How can Giorgia Meloni successfully hold Italy’s G7 presidency in 2024?

Set up in the 1970s to enable the then world’s most advanced economies to coordinate their positions on major economic and financial issues, the G7 is still an important meeting place for its members, who can coordinate their positions at the several ministerial meetings leading up to the summit of heads of state, in order to gain greater influence in regional – EU, OECD – or universal – UN, IMF, WTO, World Bank – global governance bodies.

This format is increasingly contested. Whereas it represented 66% of the world’s wealth in 1975, it accounted for just 45% in 2019. Moreover, in a world fractured along ideological lines, the G7 has gradually extended its scope to include the question of values, posing as the promoter of liberal democratic systems, a phenomenon reinforced by the war in Ukraine and the increasingly acute rivalry between the USA and China.

This situation has led to the emergence of alternative formats, such as the BRICS, whose members represent 30% of the world’s wealth and 40% of its population. The agenda of its last summit in South Africa was a good reflection of its promotion of a post-Western vision of the world: questioning the dollar, South-South cooperation, denunciation of Western sanctions, including against both Russia and Iran, whose application to join the BRICS has been accepted.

At a time when the G20, which brings together the member countries of both the G7 and the BRICS, is struggling to produce consensual results on the major issues of global governance – from global economy to international security, from climate change to digital governance – the G7 is no longer just a forum for Western coordination, it is also a kind of defense format for the West, its priorities and its vision of the world.

Against this backdrop, Italy’s room for manoeuvre on the agenda appears limited. Not only is Italy the smallest economy in the G7, just behind Canada, but it is also led by Giorgia Meloni, who comes from a political party isolated among the G7 countries. Against a backdrop of the G7’s tightening around a value agenda, this is certainly not a very comfortable position. But it’s also an opportunity to pursue a policy of political normalization. 

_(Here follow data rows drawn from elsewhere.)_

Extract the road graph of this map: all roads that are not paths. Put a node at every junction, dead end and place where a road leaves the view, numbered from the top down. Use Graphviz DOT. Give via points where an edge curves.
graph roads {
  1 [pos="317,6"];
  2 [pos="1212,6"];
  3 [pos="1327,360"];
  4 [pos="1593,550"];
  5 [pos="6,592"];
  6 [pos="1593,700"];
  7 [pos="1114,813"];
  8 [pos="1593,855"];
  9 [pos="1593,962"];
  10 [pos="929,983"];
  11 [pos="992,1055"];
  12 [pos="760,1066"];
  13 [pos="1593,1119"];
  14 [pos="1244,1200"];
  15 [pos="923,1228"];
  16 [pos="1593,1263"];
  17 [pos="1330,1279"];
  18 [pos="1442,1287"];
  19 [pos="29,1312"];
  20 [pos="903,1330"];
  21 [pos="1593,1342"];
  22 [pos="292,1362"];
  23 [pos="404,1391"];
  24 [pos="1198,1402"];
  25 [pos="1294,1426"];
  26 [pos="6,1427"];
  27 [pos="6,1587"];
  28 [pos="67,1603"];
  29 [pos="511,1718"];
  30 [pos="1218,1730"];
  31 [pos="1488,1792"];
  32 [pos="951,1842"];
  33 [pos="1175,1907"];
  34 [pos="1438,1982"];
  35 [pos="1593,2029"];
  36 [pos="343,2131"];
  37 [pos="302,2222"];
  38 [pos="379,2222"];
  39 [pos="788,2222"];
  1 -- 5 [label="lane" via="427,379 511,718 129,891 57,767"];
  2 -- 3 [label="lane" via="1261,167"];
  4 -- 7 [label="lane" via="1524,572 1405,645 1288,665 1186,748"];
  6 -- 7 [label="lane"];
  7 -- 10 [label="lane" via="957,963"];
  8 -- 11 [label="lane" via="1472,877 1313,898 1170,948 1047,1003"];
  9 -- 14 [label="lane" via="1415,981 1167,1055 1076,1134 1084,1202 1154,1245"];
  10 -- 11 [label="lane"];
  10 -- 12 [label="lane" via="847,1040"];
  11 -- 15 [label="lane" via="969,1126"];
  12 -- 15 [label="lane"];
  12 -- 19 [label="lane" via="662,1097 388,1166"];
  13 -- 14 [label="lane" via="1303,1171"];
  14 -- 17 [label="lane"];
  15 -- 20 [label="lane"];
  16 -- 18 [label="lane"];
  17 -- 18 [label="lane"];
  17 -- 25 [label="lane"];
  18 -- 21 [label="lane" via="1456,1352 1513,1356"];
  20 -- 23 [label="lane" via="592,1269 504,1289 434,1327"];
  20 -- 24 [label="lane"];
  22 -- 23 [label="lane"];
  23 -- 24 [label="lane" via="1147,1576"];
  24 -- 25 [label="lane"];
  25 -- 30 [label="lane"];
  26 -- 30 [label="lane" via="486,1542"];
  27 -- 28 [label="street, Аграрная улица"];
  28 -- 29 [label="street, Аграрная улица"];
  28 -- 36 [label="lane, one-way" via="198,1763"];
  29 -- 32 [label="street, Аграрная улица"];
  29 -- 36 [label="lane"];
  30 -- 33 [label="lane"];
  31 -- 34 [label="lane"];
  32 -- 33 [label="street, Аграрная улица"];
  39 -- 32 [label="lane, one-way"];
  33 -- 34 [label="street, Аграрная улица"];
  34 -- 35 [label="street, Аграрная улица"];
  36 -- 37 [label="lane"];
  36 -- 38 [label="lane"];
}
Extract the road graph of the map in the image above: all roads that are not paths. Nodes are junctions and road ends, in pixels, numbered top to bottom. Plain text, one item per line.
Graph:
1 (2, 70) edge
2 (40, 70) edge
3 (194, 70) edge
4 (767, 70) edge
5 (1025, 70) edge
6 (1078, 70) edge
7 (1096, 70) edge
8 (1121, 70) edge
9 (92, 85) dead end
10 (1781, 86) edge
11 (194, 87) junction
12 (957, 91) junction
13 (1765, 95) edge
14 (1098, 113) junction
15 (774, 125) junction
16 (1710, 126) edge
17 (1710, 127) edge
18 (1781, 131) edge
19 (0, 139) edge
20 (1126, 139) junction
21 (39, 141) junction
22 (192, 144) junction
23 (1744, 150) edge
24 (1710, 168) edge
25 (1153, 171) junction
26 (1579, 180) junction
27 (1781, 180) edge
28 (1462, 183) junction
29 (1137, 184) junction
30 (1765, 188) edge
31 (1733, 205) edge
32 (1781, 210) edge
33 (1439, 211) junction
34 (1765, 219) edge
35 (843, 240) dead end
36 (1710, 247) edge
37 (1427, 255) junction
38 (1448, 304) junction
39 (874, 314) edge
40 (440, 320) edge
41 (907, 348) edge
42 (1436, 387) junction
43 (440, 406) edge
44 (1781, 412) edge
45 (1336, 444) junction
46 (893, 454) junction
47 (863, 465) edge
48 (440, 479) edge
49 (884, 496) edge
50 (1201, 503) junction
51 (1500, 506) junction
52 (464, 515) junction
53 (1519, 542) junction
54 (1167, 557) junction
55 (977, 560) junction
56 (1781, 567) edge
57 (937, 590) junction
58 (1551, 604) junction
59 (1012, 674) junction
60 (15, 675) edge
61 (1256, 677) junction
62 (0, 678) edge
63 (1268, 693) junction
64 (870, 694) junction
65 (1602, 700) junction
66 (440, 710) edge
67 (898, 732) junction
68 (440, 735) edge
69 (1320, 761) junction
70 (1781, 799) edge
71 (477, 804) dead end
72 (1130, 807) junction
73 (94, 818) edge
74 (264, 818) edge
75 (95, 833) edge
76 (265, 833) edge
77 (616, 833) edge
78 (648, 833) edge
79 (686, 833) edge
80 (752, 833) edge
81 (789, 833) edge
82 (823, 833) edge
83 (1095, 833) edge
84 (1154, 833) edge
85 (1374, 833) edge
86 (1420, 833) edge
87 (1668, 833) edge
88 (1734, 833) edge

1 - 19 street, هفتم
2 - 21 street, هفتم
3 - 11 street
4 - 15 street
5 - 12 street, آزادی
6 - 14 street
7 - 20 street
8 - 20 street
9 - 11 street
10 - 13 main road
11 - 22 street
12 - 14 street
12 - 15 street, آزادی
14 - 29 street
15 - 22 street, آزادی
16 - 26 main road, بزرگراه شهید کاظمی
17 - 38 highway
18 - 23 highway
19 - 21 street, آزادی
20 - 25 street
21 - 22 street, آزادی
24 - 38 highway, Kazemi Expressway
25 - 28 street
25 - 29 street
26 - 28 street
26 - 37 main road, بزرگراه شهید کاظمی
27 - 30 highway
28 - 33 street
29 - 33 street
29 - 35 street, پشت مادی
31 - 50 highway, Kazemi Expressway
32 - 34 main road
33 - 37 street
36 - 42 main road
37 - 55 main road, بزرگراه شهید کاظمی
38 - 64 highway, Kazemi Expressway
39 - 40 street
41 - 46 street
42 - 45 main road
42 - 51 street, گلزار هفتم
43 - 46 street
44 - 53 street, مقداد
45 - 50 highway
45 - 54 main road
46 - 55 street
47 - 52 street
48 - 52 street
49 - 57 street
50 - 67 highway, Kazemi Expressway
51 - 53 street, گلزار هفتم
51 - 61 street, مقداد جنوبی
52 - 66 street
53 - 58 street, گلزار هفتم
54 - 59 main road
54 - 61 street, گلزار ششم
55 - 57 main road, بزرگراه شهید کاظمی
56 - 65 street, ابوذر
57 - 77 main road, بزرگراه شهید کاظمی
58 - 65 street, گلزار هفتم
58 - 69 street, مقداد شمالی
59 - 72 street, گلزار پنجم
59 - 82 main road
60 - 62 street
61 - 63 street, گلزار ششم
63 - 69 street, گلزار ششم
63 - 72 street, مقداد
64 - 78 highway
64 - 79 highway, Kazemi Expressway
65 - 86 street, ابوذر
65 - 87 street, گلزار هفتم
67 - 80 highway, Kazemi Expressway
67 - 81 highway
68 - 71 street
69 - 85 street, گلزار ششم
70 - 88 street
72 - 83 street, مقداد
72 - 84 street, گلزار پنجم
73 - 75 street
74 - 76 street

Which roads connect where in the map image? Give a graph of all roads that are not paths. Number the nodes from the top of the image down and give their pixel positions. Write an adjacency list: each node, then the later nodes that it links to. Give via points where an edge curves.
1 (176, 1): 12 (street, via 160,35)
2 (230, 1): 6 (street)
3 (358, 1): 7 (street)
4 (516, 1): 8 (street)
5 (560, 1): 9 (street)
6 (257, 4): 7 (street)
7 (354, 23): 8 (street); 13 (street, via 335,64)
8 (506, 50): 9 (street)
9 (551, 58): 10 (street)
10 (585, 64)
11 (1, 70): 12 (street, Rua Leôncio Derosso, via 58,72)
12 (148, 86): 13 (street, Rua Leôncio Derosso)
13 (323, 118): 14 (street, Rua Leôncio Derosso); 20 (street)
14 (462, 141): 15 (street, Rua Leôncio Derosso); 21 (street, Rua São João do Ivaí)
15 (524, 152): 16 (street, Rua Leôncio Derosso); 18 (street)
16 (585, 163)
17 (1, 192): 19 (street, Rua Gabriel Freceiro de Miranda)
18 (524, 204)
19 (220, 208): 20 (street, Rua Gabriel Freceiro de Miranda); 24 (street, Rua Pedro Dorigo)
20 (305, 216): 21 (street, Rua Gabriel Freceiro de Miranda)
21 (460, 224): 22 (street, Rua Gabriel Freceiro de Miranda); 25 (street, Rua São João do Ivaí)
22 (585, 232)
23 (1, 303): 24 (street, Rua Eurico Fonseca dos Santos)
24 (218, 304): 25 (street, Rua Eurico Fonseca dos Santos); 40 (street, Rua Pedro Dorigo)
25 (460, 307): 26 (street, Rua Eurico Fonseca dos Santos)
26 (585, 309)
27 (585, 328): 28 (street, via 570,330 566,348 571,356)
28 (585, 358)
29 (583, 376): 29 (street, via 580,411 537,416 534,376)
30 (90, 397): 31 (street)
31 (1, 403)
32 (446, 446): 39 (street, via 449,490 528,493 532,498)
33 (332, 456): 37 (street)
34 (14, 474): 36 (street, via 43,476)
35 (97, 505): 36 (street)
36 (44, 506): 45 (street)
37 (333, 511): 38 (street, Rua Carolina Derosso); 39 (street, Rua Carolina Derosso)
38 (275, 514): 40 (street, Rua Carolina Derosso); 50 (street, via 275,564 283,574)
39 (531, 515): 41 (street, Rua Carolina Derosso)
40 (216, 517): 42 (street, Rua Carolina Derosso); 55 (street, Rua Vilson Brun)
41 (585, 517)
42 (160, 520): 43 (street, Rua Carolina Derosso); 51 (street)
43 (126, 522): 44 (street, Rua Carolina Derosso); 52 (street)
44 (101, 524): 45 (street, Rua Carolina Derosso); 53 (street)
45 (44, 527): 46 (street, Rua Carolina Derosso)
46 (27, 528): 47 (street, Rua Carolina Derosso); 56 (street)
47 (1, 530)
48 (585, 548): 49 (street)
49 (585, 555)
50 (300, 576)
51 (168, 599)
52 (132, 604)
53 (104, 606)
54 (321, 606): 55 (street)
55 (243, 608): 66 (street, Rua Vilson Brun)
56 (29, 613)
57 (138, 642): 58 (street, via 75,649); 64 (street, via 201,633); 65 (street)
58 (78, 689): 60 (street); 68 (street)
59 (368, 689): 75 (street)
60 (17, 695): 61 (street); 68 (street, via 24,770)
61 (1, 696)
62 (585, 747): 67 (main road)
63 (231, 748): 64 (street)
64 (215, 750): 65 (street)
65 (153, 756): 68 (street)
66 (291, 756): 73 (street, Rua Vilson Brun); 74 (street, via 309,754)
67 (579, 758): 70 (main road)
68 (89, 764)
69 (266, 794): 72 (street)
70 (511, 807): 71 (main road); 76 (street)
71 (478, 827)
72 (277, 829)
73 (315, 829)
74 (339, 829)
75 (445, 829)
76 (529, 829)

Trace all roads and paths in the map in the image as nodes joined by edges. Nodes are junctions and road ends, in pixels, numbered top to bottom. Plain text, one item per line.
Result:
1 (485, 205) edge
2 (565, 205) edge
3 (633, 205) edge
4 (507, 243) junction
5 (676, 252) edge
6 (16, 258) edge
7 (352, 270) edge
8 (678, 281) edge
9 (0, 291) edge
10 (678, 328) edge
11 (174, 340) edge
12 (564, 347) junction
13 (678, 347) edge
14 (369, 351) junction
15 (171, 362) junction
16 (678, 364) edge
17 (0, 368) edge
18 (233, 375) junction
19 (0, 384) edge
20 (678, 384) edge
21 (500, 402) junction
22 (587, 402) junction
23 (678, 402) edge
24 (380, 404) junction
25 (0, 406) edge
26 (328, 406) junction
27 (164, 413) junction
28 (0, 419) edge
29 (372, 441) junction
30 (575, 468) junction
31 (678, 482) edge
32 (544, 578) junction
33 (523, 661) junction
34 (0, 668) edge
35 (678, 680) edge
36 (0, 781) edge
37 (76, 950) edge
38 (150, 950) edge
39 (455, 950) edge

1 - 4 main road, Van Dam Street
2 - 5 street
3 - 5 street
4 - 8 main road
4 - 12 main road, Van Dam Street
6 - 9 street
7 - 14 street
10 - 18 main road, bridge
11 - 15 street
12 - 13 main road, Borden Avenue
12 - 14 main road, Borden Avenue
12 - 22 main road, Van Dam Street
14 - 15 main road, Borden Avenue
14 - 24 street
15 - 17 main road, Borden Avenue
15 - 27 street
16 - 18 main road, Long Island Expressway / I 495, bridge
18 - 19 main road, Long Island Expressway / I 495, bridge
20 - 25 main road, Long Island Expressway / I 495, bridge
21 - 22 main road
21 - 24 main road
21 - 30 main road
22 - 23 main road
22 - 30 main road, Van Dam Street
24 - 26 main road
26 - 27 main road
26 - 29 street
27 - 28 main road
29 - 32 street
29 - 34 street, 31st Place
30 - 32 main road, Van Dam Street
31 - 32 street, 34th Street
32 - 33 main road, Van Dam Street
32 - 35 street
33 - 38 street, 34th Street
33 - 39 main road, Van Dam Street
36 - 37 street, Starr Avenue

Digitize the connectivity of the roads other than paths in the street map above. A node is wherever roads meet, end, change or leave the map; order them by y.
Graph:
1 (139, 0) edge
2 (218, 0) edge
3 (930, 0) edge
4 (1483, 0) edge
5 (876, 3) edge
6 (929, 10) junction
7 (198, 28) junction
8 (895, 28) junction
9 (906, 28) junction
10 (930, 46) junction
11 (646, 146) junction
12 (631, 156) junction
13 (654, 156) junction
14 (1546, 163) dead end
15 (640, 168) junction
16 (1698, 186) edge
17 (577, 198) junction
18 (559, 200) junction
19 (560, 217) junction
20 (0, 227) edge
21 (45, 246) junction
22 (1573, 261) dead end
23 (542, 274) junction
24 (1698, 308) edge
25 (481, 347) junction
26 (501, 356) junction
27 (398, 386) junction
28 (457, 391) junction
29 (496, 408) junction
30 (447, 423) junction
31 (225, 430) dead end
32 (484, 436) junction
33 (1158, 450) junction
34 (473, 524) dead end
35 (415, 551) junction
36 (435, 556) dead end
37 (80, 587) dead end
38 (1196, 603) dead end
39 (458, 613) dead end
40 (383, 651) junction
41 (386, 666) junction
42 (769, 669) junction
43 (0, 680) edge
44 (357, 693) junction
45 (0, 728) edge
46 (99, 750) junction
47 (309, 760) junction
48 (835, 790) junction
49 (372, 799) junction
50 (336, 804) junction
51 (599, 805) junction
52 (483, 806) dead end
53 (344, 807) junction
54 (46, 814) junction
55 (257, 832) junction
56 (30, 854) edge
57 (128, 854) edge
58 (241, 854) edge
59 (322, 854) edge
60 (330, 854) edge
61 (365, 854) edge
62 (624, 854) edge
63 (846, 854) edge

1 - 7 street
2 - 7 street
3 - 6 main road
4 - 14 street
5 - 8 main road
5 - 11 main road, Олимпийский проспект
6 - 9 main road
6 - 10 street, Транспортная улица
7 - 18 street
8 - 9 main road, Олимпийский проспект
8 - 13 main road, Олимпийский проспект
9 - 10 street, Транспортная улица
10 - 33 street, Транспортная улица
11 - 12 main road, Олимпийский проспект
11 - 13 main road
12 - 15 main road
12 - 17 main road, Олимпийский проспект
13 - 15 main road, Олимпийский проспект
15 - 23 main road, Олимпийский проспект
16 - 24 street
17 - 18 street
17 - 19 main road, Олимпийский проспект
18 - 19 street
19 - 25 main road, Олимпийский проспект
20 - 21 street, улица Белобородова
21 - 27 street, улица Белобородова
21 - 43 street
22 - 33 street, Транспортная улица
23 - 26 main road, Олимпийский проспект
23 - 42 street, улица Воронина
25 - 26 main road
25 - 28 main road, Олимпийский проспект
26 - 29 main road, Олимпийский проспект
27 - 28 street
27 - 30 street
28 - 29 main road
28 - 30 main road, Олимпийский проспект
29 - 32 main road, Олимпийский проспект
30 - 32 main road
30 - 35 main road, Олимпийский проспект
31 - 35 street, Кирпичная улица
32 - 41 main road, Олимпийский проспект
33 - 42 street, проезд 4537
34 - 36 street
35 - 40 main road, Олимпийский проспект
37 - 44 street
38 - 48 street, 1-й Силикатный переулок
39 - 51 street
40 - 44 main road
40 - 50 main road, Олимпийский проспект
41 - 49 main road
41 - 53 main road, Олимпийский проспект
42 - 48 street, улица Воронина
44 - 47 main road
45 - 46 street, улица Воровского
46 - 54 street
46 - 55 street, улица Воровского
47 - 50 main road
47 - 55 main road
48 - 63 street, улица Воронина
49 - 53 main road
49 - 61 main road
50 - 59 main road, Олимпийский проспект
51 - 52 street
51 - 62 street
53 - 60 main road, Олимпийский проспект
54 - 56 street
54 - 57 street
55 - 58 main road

To this end, the Italian presidency may first seek to follow in the footsteps of the Japanese presidency of the G7 in 2022, which was marked by the Indo-Pacific priority, the resilience of global value chains, both technological and agricultural, and the demand for denuclearization of the world, at a time when the war in Ukraine had just broken out, awakening the spectre of the use of nuclear weapons. 

In the Indo-Pacific region, which is the subject of much geostrategic speculation, Italy will be able to take advantage of the G7 to confirm its distance from China, by notifying its wish not to renew its formal membership of the Belt and Road initiative, much to the satisfaction of Washington, which is concerned about the compactness of the Western bloc in its rivalry with Beijing.

President of Council Giorgia Meloni could also take advantage of this G7 to give Washington, and the NATO allies, new reassurances with regard to Russia, to which a section of the Italian political class has regularly expressed its closeness, following in the footsteps of Berlusconi, but also more recently of Meloni’s Deputy Prime Minister Matteo Salvini, who has visited Moscow several times since the annexation of Crimea by Russia in 2014.

Once these signals sent, it will be easier for Giorgia Meloni to draw the attention of her partners to one of her priority issues, immigration, on which she must rapidly demonstrate tangible progress to her electorate. This concern has led to a certain activism in the Mediterranean – with mixed results so far – but also to significant investment in Africa, whose development is a necessary condition for its security, and therefore for curbing illegal immigration into Europe.

 

The choice of holding the summit of heads of state in Puglia in June 2024, a historic land of cultural and human exchange in the Mediterranean, is certainly not insignificant. But will Giorgia Meloni succeed in convincing her allies to adopt her “Mattei Plan” for Africa, named after the former founding chairman of ENI, the driving force behind Italian development policy in Africa? In the end, the success of Italy’s presidency of the G7 in 2024 will probably be judged primarily by this yardstick.